The Packard team is running the first-ever study of the psychological cost of big scars. "Essentially, we're expanding the surgeon's definition of health to include mental well-being," said Claudia Mueller, MD, PhD, who is leading the study with Dutta.
There is no question that patients of all ages value minimal-access operations for more than just small scars. "For instance, abdominal surgeries commonly performed in adults-such as hernia repair, appendectomy and gallstone removal-used to put patients out of work for four to six weeks," said Krummel. "Now patients' discomfort and healing are dramatically improved. They can go back to work in two to three days. I tell my patients, 'It'll hurt less, you'll get out of the hospital quicker, and you'll be up and around much sooner.'"
Small steps
The challenge for surgical innovators is to find ways to maneuver through tiny incisions without losing the safe, reliable results of conventional operations.
"We take innovation baby steps," said Dutta. "Any surgical step that seems a little unusual, we discuss as a group ahead of time."
The team tries new procedures in phases, first attempting successive small changes during open-incision surgeries. Finally, with patient consent, they attempt a new minimal-access technique in its entirety, knowing they can revert to an open-incision procedure if necessary, he said.

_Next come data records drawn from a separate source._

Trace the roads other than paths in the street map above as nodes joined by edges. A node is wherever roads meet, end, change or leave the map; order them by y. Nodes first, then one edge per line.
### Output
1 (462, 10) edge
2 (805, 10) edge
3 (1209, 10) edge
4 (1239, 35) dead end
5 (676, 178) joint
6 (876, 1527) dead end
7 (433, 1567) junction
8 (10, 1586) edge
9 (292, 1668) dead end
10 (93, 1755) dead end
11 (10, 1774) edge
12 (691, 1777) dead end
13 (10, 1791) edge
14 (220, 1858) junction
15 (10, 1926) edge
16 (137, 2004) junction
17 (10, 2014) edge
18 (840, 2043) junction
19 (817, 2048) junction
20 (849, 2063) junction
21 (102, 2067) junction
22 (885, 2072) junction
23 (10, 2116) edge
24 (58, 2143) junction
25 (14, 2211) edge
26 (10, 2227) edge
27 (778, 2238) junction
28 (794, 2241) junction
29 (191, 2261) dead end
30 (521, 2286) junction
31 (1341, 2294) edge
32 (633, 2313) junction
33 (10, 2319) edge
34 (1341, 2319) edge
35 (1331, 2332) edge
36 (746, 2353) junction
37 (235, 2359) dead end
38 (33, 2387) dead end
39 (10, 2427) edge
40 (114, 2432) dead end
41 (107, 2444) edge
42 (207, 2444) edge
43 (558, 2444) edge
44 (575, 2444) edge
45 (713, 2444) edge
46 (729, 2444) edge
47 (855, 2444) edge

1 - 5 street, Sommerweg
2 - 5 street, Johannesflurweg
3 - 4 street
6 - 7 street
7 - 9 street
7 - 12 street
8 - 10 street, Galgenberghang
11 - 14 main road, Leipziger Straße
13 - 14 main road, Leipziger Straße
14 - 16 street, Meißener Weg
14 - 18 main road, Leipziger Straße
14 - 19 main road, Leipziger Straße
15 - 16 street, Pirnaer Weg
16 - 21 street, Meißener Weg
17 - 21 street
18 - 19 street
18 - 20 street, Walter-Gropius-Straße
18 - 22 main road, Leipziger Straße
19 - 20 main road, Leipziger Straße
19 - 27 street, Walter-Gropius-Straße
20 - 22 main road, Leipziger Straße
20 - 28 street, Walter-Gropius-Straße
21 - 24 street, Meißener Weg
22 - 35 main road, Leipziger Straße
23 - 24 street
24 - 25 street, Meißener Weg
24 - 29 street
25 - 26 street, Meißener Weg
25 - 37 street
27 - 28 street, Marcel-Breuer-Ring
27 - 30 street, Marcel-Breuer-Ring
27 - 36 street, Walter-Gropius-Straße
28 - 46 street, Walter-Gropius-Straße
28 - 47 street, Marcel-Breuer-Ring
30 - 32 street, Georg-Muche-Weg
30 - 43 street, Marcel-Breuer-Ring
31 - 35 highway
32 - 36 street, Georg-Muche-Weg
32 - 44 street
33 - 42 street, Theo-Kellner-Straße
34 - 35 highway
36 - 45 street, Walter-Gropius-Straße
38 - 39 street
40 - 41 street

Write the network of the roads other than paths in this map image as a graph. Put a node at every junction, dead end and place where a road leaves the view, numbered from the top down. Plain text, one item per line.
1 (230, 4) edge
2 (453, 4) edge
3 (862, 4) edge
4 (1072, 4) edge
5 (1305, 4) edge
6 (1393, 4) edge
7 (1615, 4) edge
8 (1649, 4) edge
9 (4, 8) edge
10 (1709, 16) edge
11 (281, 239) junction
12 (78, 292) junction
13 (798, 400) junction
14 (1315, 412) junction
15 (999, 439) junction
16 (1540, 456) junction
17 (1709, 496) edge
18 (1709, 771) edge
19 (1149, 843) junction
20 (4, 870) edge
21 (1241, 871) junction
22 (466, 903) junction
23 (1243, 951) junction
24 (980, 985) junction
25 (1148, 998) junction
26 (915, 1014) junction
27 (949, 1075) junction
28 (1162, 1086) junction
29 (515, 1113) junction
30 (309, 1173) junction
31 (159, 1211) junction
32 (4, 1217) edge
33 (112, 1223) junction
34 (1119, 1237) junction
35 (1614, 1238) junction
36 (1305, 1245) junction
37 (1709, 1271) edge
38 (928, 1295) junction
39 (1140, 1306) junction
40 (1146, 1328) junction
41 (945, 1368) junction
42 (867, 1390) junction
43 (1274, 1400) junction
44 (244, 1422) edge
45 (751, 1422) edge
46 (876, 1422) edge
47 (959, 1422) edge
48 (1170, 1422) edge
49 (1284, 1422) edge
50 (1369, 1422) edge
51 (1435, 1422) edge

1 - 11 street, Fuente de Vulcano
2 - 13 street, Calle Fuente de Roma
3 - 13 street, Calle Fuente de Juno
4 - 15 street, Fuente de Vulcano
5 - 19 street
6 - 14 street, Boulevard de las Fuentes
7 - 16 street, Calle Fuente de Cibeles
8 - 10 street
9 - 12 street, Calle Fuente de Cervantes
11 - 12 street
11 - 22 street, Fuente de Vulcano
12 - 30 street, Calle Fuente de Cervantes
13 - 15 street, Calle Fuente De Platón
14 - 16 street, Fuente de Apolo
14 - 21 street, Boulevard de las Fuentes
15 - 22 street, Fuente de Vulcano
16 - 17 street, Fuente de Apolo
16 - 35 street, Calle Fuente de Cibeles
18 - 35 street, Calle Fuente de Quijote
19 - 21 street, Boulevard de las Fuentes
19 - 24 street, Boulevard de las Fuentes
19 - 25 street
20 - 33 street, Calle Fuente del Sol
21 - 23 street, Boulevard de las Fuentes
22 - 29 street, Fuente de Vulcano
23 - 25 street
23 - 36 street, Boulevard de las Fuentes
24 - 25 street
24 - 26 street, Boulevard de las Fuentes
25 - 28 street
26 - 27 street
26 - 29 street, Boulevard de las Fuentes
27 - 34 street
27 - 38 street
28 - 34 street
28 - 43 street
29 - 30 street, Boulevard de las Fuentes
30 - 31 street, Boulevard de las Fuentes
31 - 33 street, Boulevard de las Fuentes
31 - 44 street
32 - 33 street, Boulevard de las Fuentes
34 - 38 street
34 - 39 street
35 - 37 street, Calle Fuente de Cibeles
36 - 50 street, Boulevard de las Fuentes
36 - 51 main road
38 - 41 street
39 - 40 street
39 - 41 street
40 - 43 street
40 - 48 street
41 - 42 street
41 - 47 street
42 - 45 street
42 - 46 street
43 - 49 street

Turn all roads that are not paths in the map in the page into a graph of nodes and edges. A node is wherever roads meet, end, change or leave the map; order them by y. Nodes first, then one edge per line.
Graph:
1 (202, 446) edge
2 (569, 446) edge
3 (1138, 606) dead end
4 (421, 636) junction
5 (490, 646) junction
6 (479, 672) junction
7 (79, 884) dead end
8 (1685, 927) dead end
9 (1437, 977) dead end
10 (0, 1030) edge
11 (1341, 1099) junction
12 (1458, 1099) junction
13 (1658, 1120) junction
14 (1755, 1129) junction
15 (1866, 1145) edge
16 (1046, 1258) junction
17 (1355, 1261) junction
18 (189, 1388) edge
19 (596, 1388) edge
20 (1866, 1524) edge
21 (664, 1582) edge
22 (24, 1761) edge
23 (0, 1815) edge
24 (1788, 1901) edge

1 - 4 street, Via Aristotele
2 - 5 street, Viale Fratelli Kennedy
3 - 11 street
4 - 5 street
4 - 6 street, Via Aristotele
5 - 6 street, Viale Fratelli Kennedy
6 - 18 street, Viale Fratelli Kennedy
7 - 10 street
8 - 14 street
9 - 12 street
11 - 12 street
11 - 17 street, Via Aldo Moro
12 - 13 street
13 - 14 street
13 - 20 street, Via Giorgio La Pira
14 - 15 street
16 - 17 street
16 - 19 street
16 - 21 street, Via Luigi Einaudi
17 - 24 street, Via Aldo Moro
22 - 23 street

"Every single surgery requires an active process of decision making," added Krummel.
Technology and training
Innovation also depends heavily on surgical technology. The laparoscopic instruments pioneered at Packard Children's for infants are just 3 millimeters in diameter and 20 centimeters long-thinner and shorter than a ballpoint pen. After years of struggling against manufacturers reluctant to develop such tools for the tiny pediatric surgical market, Dutta and his colleagues recently founded MISTRAL, a nonprofit research collaboration between Stanford University and SRI International to develop improved pediatric surgical tools.
His work is now benefiting adult patients, too. "Our research has had a trickle-up effect on adult devices," Dutta said.
Stanford and Packard surgeons are also adept at using the DaVinci surgery robot, a computer-assisted device that improves dexterity of minimally invasive tools and provides three-dimensional views of the body's interior. Surgical residents in the School of Medicine are able to build their minimal-access skills at the school's Goodman Simulation Center, a suite equipped with top-notch technological equipment. One simulator allows surgeons-in-training to manipulate laparoscopic tools at an arcade game-style console, getting the feel of cutting, pulling and stitching tissue before they operate on real patients.
Promoting innovation
The environment at Packard Children's and Stanford Hospital & Clinics is ideal for fostering all types of innovation in minimal-access surgery, Krummel said. "We attract people who think there's a better way to do things," he said. "You can't dissociate Stanford from that sort of Silicon Valley spirit."
And surgical innovation got a big push from the opening of Packard Children's Ford Family Surgery Center in December. Its seven new operating rooms boast the best surgical technology available.
"Innovation begets innovation," said Albanese. "We can think more broadly, generate new ideas and figure out how to make things better for our patients. We're all very excited."